- DIRECTIONS FOR THIS TASK
Using the material below, tally each line with the string "东方大道" and report only the total.

- SOURCE MATERIAL
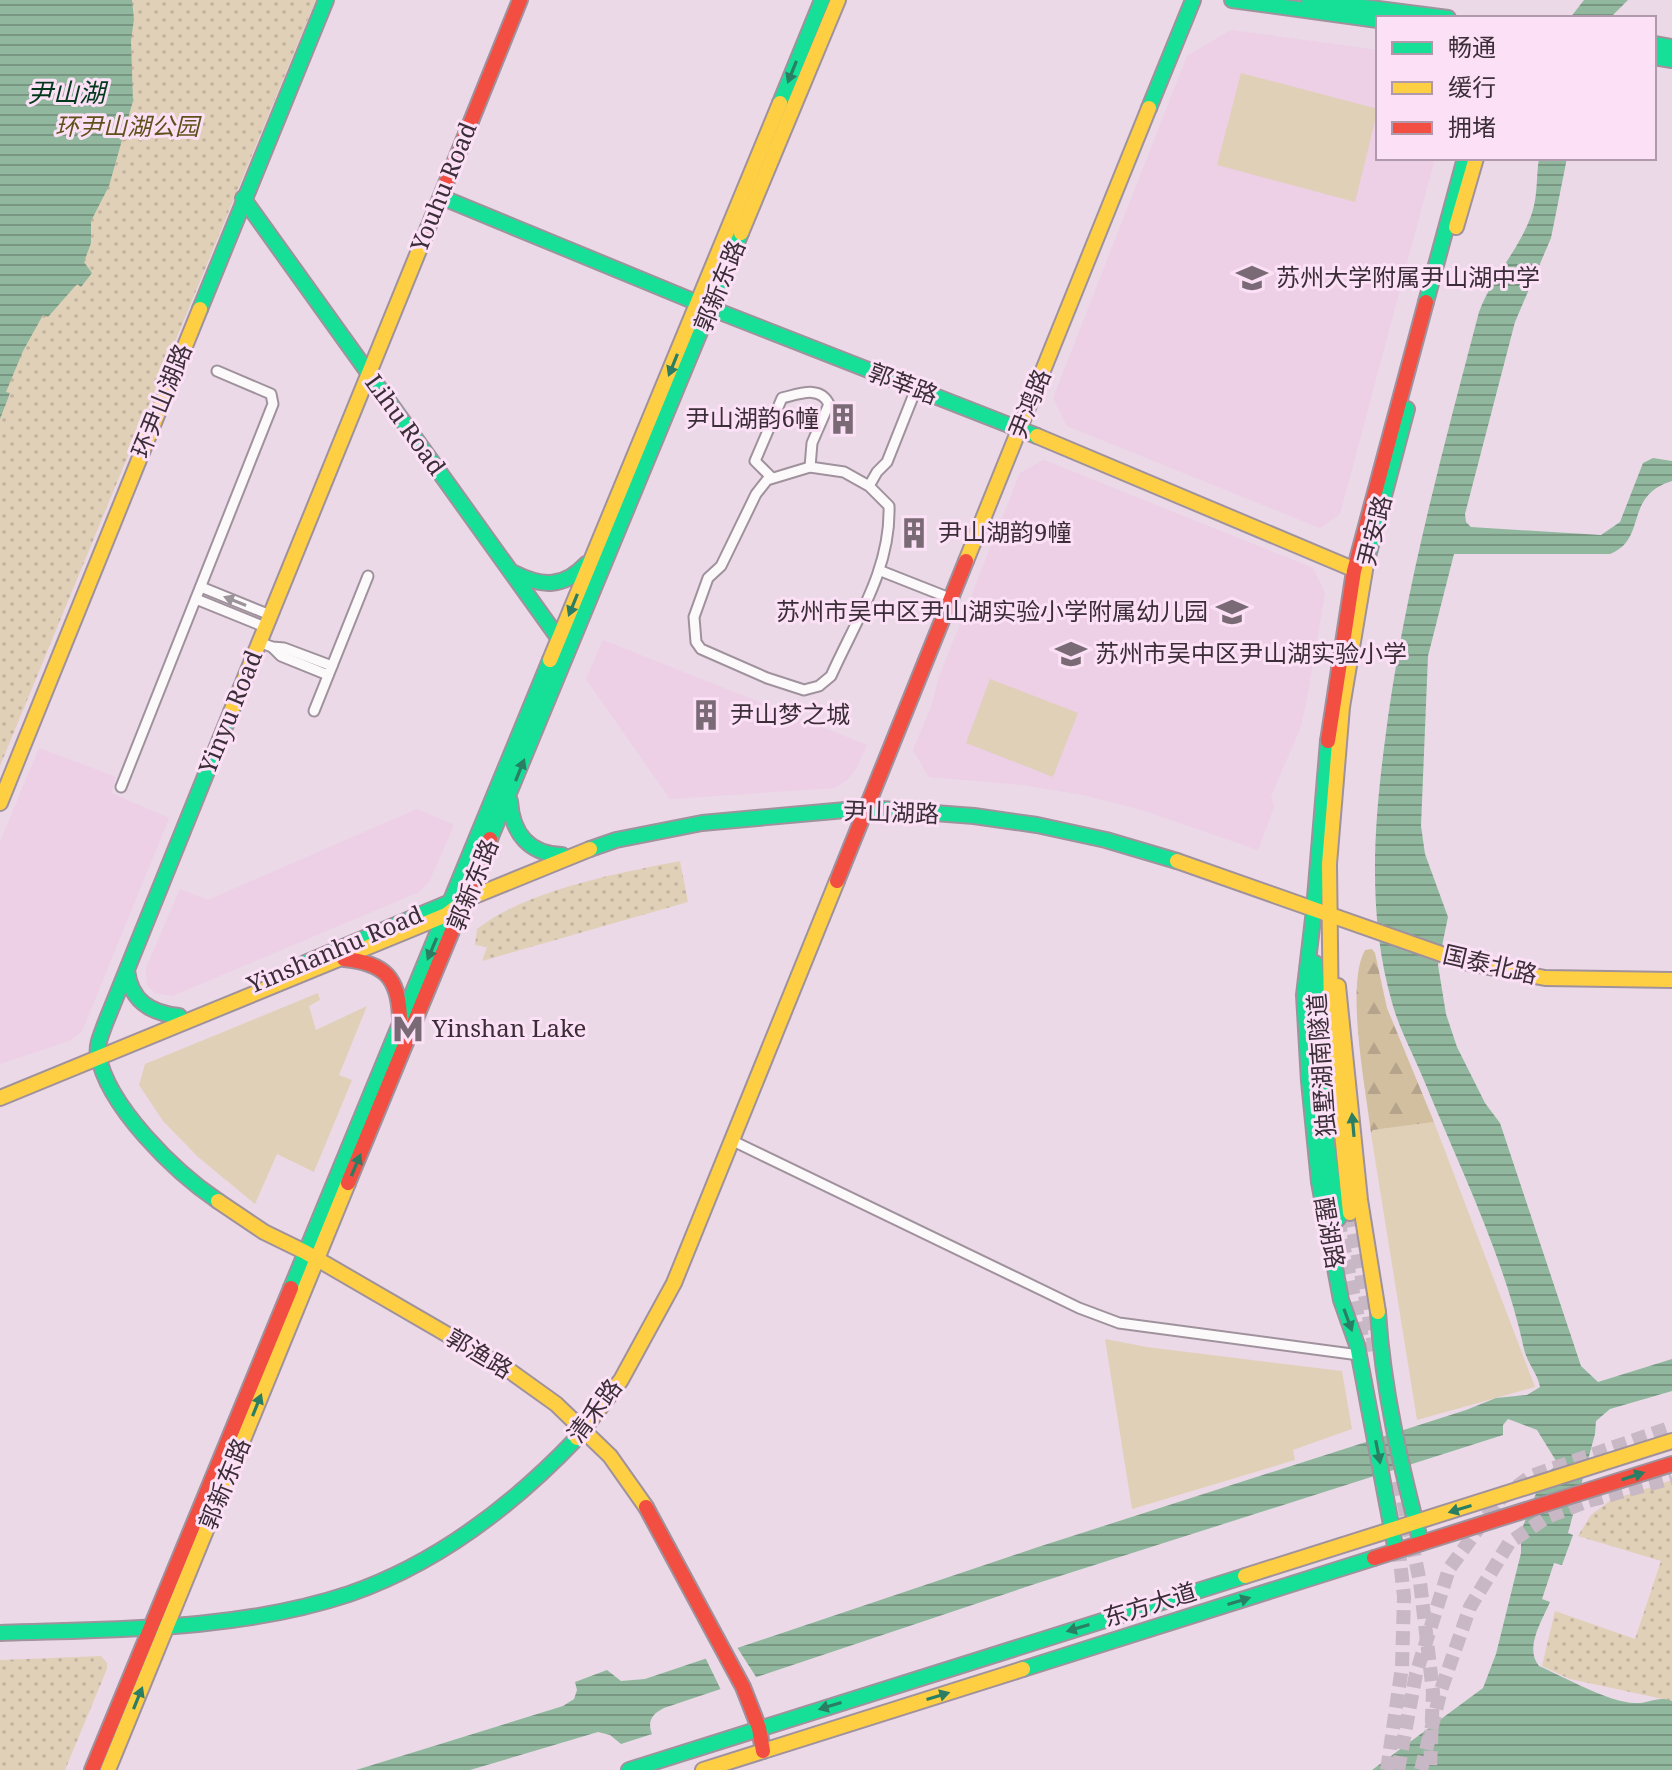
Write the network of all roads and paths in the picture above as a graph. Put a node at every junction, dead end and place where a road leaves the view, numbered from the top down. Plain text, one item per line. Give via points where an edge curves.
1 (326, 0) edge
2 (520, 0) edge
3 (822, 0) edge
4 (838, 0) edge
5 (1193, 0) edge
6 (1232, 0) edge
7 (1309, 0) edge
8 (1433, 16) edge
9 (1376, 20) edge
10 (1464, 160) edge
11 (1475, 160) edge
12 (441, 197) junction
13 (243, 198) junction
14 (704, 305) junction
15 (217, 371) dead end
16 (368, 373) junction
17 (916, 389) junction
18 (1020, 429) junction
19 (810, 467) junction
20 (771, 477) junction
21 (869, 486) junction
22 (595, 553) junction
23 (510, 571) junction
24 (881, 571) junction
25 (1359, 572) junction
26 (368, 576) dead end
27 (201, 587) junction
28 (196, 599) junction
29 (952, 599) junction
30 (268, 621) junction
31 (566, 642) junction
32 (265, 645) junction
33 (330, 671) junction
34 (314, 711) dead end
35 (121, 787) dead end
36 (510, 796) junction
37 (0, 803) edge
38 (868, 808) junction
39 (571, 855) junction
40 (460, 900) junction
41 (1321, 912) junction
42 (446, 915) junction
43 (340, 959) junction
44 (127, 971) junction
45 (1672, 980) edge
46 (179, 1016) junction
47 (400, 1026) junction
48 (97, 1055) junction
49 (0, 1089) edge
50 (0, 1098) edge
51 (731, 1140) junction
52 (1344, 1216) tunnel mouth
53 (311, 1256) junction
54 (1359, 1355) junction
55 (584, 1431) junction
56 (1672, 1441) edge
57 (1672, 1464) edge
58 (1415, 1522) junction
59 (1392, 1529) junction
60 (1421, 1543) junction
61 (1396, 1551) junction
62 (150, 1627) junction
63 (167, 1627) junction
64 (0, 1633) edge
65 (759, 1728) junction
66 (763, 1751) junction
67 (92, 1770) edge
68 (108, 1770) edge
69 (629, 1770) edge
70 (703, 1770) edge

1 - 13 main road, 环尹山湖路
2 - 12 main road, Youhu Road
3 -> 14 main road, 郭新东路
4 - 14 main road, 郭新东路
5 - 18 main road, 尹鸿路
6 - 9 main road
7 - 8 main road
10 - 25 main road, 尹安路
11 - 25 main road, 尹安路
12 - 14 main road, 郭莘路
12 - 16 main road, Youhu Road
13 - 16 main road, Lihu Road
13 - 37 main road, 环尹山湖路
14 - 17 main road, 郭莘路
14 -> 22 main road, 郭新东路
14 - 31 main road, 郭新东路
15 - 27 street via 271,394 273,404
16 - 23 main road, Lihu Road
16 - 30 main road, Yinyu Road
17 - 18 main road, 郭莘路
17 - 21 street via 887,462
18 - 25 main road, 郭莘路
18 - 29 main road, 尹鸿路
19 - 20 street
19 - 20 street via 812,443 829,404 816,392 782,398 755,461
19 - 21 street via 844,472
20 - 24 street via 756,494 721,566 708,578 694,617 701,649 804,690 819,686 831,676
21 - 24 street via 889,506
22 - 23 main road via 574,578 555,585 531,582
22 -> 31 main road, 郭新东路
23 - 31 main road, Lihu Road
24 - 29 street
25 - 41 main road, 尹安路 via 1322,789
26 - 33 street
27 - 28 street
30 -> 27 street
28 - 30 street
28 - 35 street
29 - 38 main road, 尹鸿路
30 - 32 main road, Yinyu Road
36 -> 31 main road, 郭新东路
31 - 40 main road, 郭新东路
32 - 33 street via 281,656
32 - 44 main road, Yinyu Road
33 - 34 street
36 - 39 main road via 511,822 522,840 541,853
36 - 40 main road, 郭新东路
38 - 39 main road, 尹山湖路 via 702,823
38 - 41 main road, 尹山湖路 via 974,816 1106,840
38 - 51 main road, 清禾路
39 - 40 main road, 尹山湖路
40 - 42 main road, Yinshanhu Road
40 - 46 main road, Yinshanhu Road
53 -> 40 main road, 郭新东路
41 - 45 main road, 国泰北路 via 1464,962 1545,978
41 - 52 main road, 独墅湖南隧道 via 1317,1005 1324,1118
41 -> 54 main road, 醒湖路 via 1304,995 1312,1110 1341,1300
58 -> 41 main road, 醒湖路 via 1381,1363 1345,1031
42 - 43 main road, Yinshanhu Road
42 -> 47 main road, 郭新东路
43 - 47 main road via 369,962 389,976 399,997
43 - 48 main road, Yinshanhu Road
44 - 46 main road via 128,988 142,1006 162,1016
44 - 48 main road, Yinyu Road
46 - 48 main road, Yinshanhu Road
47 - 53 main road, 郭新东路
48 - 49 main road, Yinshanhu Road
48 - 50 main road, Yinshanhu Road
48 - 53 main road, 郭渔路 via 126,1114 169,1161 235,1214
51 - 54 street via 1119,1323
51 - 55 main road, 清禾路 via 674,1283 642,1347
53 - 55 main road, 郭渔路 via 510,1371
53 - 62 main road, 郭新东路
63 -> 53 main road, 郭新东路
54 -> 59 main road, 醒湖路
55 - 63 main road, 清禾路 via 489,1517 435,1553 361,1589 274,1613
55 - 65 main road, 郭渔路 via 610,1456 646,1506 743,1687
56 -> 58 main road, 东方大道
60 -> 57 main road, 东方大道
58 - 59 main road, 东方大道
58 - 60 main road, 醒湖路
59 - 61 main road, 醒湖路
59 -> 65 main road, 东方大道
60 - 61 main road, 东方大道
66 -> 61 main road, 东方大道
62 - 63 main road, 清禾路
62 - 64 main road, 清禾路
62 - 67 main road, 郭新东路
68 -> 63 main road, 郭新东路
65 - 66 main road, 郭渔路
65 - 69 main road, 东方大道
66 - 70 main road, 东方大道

- RESULT
8